Newconcordleader

Rural electric cooperatives a great success story

William Kerrigan Published:

When I opened my Sunday Jeffersonian on April 3, my eyes were drawn to the report of the annual meeting of the Guernsey-Muskingum Electric Cooperative. As I am a resident of the big city of New Concord, I am not a member of the Cooperative, and was not in attendance at the meeting. But reading about the event, which drew "more than 2,200 members and friends" gave me goose-bumps, as I reflected on the fact that this ritual of democracy has persisted for 72 years.

"The meeting was called to order by Duane Parks, chairman of the board of directors," the article reports. "At 1 p.m. Adamsville Cub Scout Pack 122 presented the colors. Sara Schmitz, treasurer of the Ohio Future Farmers of America, gave the invocation." And then the members of the Guernsey-Muskingum Electric Cooperative got down to business.

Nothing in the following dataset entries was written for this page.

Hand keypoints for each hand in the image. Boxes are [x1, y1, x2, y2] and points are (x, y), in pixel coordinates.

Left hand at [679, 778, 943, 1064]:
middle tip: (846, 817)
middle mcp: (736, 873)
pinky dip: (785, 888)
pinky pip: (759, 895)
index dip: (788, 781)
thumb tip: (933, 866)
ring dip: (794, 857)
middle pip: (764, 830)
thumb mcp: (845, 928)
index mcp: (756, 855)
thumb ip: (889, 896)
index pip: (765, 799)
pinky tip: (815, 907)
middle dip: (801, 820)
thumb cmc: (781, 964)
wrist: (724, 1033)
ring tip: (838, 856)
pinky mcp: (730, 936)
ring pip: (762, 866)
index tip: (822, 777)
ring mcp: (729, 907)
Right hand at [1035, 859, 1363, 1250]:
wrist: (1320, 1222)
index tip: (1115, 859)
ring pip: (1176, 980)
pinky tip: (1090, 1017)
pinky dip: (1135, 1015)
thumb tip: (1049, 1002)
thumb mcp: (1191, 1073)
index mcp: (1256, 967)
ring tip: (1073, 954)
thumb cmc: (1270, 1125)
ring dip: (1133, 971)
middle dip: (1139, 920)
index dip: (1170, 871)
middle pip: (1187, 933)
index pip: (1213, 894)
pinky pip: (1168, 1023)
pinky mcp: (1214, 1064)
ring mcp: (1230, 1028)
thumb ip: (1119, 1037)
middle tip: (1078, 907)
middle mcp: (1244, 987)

Electric cooperatives like Guernsey-Muskingum were created in the New Deal era to address a pressing national problem: urban America had long since electrified, but the American countryside remained dark. And private electric companies had little interest in extending power lines into the country, as there seemed to be little promise of short-term profits for such a costly investment.

In this region of Ohio, only about 10 percent of rural residents had electricity in 1935. The Rural Electrification Act of 1936 was designed at the federal level as a government solution to addressing this problem, and it is arguably one of the most successful government programs ever launched. The Act provided low-cost loans to member-owned rural electrical cooperatives and also employed armies of electricians who travelled the countryside wiring homes and businesses.

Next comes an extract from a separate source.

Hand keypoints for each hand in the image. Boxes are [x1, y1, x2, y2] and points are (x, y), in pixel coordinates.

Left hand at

By 1939, about half of the rural residents of Southeastern Ohio had been connected to the grid. And more importantly, the electricity that lit their farmhouses was delivered by a cooperative which they owned and managed.

And for the last 72 years, farmers and rural residents of Guernsey and Muskingum counties, and seven additional counties in the region, gather to elect officers who will oversee the management of their electrical cooperative.

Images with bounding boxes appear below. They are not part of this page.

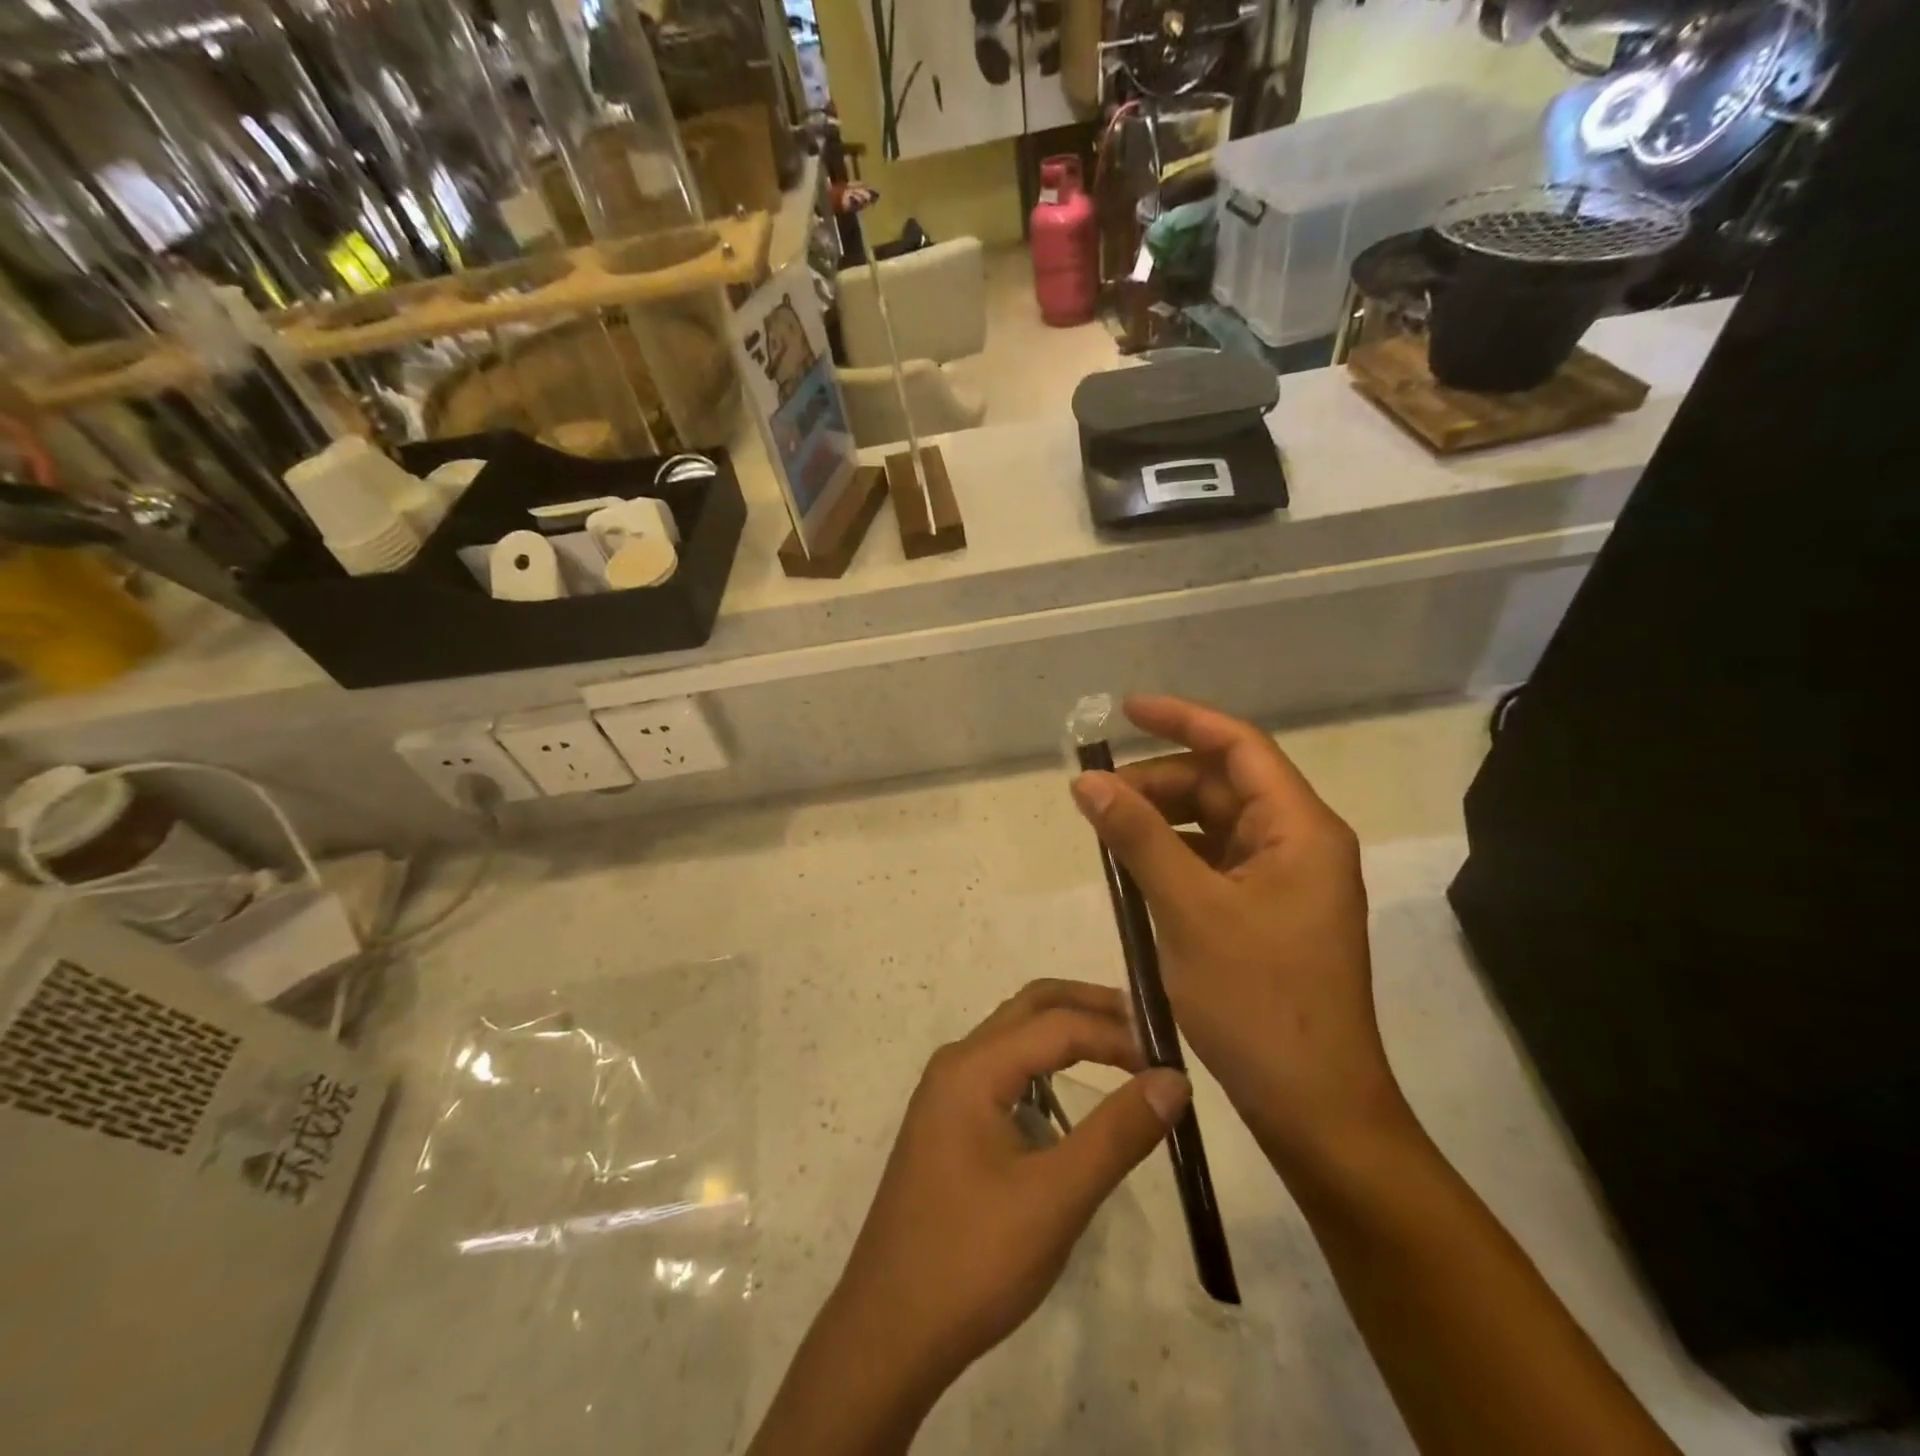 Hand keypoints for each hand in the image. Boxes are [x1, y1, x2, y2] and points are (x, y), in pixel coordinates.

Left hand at [750, 980, 1188, 1454]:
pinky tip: (1070, 1102)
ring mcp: (947, 1093)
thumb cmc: (972, 1261)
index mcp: (973, 1068)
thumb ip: (1117, 1134)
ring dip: (1066, 1033)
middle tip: (1147, 1026)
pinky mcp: (948, 1123)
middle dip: (1089, 1007)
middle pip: (1030, 1008)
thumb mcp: (1056, 1199)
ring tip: (1121, 1053)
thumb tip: (1174, 1078)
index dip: (1117, 1033)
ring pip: (1015, 1038)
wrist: (888, 1331)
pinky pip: (1003, 1072)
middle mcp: (956, 1064)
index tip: (1170, 1059)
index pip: (1057, 1024)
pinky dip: (1044, 1067)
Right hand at [1070, 695, 1412, 1174]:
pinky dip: (1175, 857)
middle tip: (1098, 798)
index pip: (1239, 746)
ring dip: (1163, 820)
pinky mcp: (1268, 913)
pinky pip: (1215, 863)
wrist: (1314, 1107)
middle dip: (1160, 781)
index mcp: (1300, 829)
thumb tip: (1087, 782)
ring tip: (1108, 833)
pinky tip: (1135, 871)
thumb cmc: (1258, 1002)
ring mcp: (1285, 881)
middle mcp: (1299, 844)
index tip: (1125, 711)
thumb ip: (1137, 838)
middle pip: (1224, 786)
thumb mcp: (1188, 910)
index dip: (1182, 719)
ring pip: (1216, 825)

I shared this news story with my friend Kevin, a professor of history at the University of Vermont, and he agreed that rural electric cooperatives are one of the great success stories in the history of American governance, comparing them to an even more ancient institution in his home state, the New England town meeting.

When I asked him what he thought the key elements of these models of good government were, he suggested four: organizations that exist on a human scale; local management that is part of and cares about the community; citizen participation; and a belief by the people that the benefits of the organization are real, and that something is at stake in its management. These factors seem to me to get to the heart of it, and all are present in the Guernsey-Muskingum Electric Cooperative.

Our current national crisis appears to be as much a crisis in faith about the possibility of good government as it is an economic crisis.

We can all point to examples of government dysfunction and waste. But we should also take note of the examples of good government that surround us.

Republicans and Democrats are deeply divided as to what is the best remedy for our current troubles.

The leadership of both parties is guilty of permitting inflexible ideologies to guide their actions. Since Ronald Reagan's rise to the presidency in the 1980s, much of the Republican party has been chanting the mantra that "government is the problem, not the solution," even when there is evidence in the persistence of America's rural electrical cooperatives and in the New England town meeting, that this is not always the case.

Democrats, for their part, are too inclined to assume that there is a federal solution for every problem we face, and to discount the importance of scale in creating good government.

That government can be part of the solution and that partisanship and rigid ideological perspectives can be overcome in government should be obvious to anyone who is active in small town government and civic organizations. As a Democrat in a region that leans strongly Republican, I find that I have an extraordinary amount of common ground with my Republican neighbors on what our community needs, and I stand in awe of the cooperative spirit, commitment and effectiveness of New Concord's Village Council.

My friend Kevin, a Republican in a small Vermont town that leans heavily Democratic, shares this experience with me. Lest we conclude that the solution to all of our national problems lies in local, rather than national institutions, it is useful to recall the example of rural electrification, which could not have been achieved without the resources of the federal government.

As we all work together to address the local, regional and national challenges that face us, I would urge every citizen to get involved, work cooperatively, and consider the models of government, both good and bad, that exist all around us, to find common ground with their neighbors, and to work toward common solutions.

William Kerrigan is an associate professor in the Department of History at Muskingum College, New Concord.